Die abwertenden Einstellungen finden sich eher bei Männern als bei Frauen. Jedoch „ist auch die Anzahl an Frauen mit solchen Einstellungen nicht unerheblich“. Zudem heißt es: „Ein Migrationshintergrund fördert allein die Homosexuellenfeindlichkeit – und dies auch nur in begrenztem Ausmaß.“
Die Ablehnung sexueller und geschlechtlicher Vielfalt ist auch in Berlin ein nicht zu unterschätzendes Problem.
aus dem Berlin-Monitor
In ihrem Fazit kommen die Autor:innen der Studie zu dem Schluss, dass die Ablehnung und Abwertung sexueller und geschlechtlicher Vielfalt in Berlin 2025 „Sache einer Minderheit, allerdings keiner unbedeutenden“ sind: „Die Ablehnung sexueller und geschlechtlicher Vielfalt ist auch in Berlin ein nicht zu unterschätzendes Problem.“ Und weiter: „Durch die starke Beziehung der Ablehnung sexueller und geschlechtlicher Vielfalt mit politisch rechter Ideologie ergibt sich ein beachtliches Gefahrenpotenzial, welches in einer Steigerung von Straftaten gegen LGBTQI+-Personen mündet.“
Berlins Senatorin für Antidiskriminierung, Cansel Kiziltepe (SPD), zeigt sich alarmiert: „Die Ergebnisse des aktuellen Berlin-Monitors müssen uns allen ein Warnsignal sein. Und für uns heißt das ganz konkret: besonders wachsam sein, Haltung zeigen und unsere Demokratie verteidigen – im Alltag, in Debatten, in Entscheidungen.“ Berlin müsse „alles dafür tun, dass sich Menschen ohne Angst vor Beleidigungen, Beschimpfungen oder gar tätlichen Angriffen durch unsere Stadt bewegen können“.

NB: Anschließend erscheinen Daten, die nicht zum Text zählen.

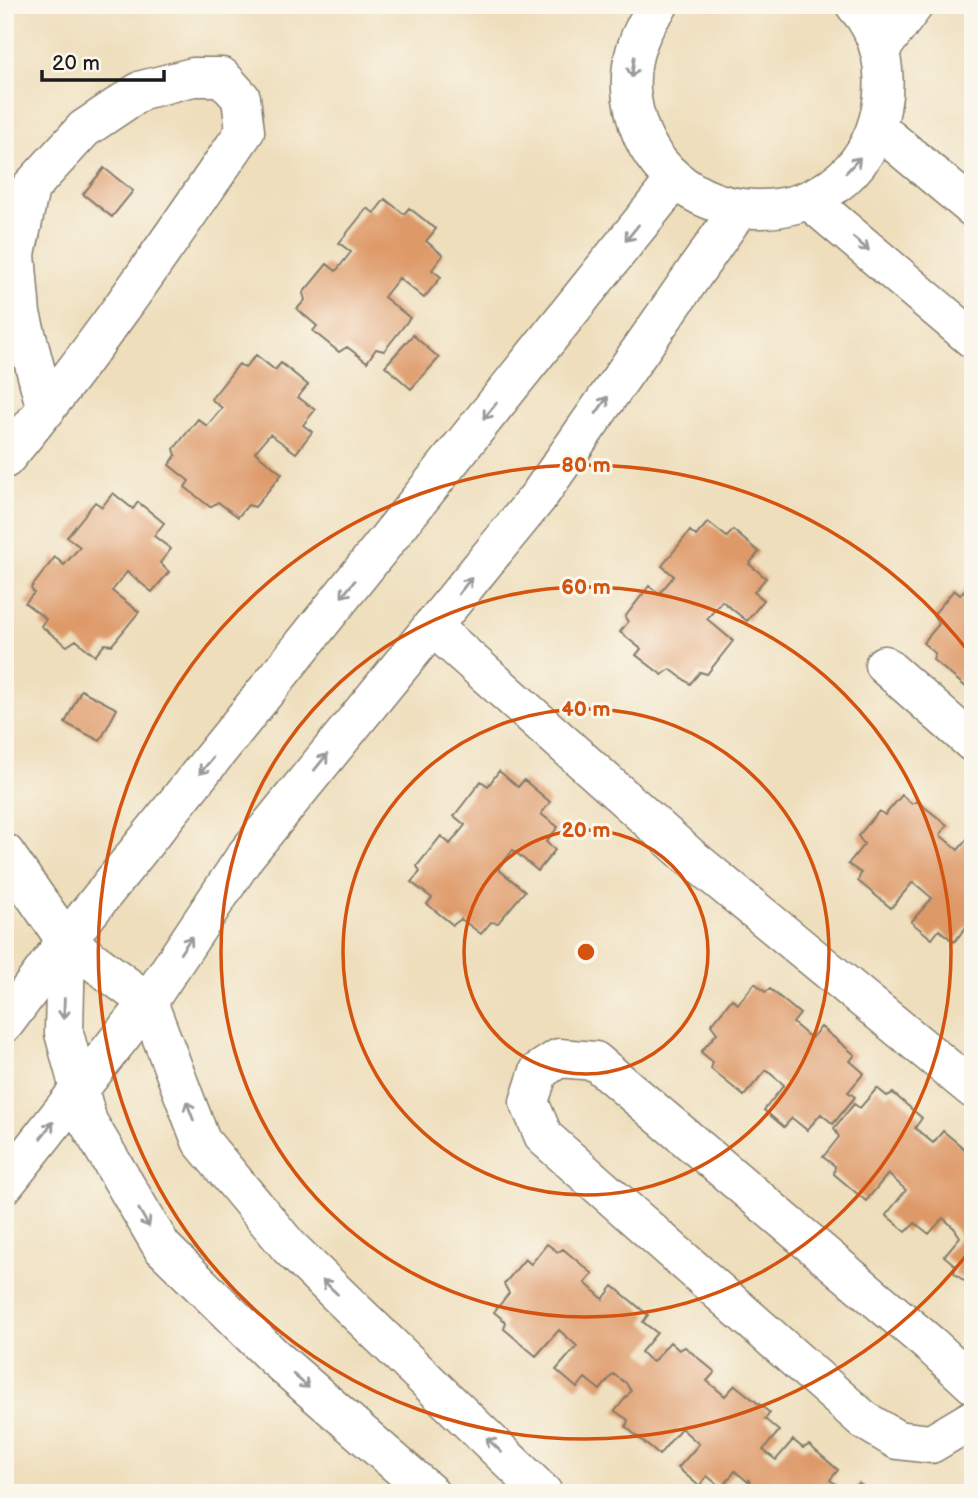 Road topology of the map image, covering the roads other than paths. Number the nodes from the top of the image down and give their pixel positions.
1 (855, 5) edge
2 (914, 5) edge
3 (647, 10) edge
4 (880, 50) junction
5 (877, 128) junction
6 (675, 180) junction
7 (809, 200) junction
8 (973, 208) edge
9 (738, 209) junction
10 (973, 339) edge
11 (46, 410) junction
12 (5, 459) edge
13 (432, 626) junction
14 (884, 665) dead end
15 (973, 743) edge
16 (5, 853) edge
17 (66, 941) junction
18 (148, 1002) junction
19 (5, 1023) edge
20 (973, 1089) edge
21 (79, 1090) junction
22 (5, 1184) edge
23 (973, 1384) edge
24 (973, 1419) edge
25 (430, 1493) edge
26 (543, 1493) edge

1 - 4 street
2 - 4 street
3 -> 6 street
4 - 5 street
7 -> 5 street
5 - 8 street
6 - 9 street
6 -> 17 street
7 - 9 street
7 -> 10 street
13 -> 9 street
11 - 11 street
11 - 12 street
18 -> 13 street
13 - 20 street
14 - 15 street
16 - 17 street
17 - 18 street
17 - 19 street
17 -> 21 street
18 - 21 street
26 -> 18 street
22 -> 21 street
21 -> 25 street
23 - 24 street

„Die hohe Ablehnung von sexueller und geschlechtlicher Vielfalt in Berlin muss uns alle besorgen“, teilte Werner Graf, Fraktionschef und Spritzenkandidat der Grünen für die Abgeordnetenhauswahl, mit. „Transfeindlichkeit, Antifeminismus und Sexismus werden zunehmend zur Brückenideologie Richtung Rechtsextremismus. All das gefährdet zunehmend die Vielfalt und das friedliche Zusammenleben in der Stadt der Freiheit“, sagte der schwule Politiker.
Oberste Aufgabe der Politik müsse es daher sein, „der Mehrheit der soliden Demokrat*innen dieser Stadt den Rücken zu stärken sowie Diskriminierung und Ressentiments zusammen mit der Berliner Zivilgesellschaft aktiv zu bekämpfen“.